===== Data under study
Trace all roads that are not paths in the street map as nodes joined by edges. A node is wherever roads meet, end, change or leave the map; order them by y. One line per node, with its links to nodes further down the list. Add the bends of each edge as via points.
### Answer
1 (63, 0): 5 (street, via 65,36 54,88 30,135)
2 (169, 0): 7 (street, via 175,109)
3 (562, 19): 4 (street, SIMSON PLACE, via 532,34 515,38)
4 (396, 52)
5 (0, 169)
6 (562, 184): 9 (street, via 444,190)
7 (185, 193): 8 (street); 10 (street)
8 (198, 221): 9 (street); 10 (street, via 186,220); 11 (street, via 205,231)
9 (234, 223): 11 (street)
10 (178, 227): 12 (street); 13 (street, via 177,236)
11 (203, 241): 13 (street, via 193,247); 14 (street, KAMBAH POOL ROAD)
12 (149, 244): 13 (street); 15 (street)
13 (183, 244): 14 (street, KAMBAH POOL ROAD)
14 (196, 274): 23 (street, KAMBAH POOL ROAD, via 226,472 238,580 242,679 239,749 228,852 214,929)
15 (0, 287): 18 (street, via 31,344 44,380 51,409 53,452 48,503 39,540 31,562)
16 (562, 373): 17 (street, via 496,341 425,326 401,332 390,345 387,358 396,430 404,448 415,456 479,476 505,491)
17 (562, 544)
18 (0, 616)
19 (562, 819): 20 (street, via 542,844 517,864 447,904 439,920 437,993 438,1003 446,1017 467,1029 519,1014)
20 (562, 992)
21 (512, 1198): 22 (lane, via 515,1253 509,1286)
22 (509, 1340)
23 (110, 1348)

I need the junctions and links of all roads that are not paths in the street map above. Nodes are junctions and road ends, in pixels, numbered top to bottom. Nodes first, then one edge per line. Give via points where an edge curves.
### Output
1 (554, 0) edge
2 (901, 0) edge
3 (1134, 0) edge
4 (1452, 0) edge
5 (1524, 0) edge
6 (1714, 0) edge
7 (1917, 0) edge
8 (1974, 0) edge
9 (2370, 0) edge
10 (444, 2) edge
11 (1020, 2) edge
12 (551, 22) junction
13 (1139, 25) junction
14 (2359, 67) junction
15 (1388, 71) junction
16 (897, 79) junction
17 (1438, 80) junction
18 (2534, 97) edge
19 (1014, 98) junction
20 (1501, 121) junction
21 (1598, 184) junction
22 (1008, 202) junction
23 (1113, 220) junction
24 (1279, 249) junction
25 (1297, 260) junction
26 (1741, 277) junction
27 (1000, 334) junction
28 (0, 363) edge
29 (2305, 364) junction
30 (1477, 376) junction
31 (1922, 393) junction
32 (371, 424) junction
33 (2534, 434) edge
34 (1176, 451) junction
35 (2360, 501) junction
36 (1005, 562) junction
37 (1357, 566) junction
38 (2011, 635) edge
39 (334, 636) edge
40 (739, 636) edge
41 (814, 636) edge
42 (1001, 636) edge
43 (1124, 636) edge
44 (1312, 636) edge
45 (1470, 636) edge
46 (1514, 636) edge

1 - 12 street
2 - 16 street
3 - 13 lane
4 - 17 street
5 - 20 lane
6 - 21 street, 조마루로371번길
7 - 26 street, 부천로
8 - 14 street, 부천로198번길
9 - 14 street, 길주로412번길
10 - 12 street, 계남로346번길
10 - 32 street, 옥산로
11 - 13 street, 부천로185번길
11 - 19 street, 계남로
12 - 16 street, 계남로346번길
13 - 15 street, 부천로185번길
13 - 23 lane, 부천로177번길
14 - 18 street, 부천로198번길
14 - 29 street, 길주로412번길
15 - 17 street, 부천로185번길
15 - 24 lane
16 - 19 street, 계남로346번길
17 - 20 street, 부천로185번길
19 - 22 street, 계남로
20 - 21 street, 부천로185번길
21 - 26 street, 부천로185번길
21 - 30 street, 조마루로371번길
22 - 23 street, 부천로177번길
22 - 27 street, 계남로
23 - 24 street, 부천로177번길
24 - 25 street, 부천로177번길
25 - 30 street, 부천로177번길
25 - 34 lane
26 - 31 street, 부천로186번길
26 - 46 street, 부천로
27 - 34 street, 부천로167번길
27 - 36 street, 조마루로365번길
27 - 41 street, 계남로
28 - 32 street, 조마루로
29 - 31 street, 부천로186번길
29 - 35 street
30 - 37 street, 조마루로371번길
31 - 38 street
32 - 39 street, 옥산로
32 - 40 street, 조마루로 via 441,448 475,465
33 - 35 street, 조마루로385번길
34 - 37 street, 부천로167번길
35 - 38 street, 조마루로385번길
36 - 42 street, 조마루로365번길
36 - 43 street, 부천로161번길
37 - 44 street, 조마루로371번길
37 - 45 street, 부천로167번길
==========
Work required: Scan the lines above for the word "paths". Return each one that has it.

Reply to the exercise:
Trace all roads that are not paths in the street map as nodes joined by edges. A node is wherever roads meet, end, change or leave the map; order them by y. One line per node, with its links to nodes further down the list. Add the bends of each edge as via points.
I need the junctions and links of all roads that are not paths in the street map above. Nodes are junctions and road ends, in pixels, numbered top to bottom. Nodes first, then one edge per line. Give via points where an edge curves.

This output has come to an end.